◆ Exercise prompt:
Check the records below for the word "Shore" and state how many lines contain it, replying with the number only.

[Collected data]
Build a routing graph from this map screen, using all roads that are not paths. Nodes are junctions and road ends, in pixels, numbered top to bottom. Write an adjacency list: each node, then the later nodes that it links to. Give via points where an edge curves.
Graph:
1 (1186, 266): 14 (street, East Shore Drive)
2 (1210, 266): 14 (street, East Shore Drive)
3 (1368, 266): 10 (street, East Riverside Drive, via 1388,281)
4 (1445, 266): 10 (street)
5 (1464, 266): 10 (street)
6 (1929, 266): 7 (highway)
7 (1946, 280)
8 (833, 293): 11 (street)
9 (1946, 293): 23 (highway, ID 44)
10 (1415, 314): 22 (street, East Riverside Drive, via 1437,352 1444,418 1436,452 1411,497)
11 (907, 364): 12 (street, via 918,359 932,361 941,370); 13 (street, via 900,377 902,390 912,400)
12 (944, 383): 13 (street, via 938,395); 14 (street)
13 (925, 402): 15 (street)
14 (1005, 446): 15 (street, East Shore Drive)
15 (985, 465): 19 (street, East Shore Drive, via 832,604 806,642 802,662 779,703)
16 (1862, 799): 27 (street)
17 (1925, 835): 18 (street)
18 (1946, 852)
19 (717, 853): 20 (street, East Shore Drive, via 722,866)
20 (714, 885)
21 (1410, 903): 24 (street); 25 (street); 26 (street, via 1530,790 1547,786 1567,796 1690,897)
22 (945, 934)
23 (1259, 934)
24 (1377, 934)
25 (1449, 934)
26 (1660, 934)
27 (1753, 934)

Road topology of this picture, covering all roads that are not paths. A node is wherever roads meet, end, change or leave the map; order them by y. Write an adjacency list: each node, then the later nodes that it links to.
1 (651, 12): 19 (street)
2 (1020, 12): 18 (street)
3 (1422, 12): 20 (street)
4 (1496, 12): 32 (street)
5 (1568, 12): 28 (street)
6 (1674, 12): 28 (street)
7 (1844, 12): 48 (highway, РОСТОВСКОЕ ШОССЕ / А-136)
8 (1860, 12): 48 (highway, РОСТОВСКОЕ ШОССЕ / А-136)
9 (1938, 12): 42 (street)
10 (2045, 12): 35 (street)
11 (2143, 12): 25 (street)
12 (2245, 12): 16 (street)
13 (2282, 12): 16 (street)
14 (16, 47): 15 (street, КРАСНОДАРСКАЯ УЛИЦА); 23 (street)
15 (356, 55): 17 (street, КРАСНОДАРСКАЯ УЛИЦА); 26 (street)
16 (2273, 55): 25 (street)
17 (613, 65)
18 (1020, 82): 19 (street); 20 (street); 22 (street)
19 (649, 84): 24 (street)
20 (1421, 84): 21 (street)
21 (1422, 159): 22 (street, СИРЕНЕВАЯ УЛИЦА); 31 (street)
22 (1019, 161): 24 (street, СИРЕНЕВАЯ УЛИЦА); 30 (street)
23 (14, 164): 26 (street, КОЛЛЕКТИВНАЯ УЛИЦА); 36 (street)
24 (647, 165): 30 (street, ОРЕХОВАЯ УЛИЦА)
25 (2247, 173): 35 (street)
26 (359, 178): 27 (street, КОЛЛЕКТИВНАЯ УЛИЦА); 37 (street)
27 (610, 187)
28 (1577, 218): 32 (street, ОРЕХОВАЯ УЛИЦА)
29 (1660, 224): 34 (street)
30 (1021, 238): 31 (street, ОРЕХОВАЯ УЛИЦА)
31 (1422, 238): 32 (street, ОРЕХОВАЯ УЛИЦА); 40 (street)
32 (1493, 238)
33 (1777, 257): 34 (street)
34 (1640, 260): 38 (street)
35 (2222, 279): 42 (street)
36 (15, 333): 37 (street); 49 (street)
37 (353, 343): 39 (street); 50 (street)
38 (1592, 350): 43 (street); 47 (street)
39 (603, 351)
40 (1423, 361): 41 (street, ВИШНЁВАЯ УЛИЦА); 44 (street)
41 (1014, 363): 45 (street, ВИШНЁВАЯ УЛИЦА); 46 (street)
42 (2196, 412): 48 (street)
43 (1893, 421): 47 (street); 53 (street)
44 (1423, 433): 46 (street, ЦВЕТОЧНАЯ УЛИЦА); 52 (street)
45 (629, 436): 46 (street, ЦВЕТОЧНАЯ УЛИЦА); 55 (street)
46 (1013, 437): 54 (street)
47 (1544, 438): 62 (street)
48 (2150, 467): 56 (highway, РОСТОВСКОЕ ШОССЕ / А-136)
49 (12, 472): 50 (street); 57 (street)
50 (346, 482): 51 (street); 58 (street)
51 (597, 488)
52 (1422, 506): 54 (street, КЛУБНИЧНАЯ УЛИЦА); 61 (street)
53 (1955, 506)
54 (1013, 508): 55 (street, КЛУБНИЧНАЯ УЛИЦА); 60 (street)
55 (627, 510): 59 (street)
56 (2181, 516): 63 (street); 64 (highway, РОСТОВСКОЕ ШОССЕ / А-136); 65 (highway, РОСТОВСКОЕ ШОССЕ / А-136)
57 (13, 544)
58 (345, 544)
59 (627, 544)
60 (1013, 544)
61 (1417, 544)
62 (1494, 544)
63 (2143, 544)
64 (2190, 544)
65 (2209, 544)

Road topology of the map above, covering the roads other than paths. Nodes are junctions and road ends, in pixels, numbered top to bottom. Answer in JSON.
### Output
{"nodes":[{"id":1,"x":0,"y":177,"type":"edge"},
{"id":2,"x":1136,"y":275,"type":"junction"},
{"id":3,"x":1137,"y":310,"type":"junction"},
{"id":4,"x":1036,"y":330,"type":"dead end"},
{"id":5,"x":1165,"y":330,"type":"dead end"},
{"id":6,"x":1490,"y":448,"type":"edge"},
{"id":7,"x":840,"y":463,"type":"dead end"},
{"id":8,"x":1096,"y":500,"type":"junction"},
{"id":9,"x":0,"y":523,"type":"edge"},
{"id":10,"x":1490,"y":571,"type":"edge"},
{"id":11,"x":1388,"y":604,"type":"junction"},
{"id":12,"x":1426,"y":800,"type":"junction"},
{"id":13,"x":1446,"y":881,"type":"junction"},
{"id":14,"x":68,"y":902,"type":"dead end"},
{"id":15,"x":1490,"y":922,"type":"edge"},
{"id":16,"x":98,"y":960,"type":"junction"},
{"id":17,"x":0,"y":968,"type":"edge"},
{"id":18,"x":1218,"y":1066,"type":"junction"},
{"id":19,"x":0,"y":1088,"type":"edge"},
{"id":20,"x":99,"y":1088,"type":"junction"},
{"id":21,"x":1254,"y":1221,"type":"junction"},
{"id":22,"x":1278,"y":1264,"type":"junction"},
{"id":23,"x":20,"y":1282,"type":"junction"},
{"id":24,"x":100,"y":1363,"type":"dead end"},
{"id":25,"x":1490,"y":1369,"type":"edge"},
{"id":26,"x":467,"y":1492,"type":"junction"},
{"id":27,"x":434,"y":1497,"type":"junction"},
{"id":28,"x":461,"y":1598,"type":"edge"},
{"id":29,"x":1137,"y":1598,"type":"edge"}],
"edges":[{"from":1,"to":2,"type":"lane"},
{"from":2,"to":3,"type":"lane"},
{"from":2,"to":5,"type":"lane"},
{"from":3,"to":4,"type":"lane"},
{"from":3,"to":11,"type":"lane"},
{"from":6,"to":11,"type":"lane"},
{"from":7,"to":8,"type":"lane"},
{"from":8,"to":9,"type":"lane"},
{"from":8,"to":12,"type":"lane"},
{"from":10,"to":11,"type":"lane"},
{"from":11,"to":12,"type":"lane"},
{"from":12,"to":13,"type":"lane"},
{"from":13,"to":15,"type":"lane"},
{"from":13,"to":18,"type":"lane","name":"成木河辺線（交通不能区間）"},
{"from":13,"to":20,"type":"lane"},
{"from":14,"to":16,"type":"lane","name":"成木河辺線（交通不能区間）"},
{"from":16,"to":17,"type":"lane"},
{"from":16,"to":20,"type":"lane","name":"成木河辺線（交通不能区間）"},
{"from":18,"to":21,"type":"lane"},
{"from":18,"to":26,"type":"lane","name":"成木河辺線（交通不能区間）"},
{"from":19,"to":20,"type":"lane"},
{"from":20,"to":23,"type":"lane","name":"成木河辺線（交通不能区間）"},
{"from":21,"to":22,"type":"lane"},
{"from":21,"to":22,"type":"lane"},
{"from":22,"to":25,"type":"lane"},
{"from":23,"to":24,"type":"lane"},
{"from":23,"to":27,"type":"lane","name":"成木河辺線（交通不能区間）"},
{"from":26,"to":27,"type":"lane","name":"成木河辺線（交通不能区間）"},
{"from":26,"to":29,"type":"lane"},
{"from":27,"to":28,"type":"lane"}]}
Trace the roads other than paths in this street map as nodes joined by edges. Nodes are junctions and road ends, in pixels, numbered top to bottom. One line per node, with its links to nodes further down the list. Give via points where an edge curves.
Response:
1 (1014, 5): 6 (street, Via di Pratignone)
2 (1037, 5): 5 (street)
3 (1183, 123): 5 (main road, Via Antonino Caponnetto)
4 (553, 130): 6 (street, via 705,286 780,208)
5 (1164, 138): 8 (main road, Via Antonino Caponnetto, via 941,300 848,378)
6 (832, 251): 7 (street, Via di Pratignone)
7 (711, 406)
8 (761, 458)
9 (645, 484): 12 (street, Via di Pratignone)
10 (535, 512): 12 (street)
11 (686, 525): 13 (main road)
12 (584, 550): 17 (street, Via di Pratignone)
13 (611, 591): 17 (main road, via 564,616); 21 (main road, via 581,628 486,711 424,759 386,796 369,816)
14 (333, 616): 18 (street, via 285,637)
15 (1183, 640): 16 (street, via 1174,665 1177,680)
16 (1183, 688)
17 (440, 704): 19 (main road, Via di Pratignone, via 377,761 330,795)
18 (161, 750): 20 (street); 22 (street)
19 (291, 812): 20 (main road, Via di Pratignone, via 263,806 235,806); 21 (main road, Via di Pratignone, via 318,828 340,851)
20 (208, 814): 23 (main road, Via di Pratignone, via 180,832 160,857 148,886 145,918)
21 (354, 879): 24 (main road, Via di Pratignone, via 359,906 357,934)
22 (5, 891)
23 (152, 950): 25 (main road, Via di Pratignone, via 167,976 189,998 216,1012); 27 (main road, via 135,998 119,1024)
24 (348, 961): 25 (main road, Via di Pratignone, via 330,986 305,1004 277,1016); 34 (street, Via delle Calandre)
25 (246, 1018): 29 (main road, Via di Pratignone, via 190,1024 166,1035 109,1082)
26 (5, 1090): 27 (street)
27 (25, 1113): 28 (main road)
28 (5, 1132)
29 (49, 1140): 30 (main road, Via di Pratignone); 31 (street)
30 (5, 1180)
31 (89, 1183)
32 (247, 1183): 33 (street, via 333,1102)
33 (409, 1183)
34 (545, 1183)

◆ Solution for this exercise:
5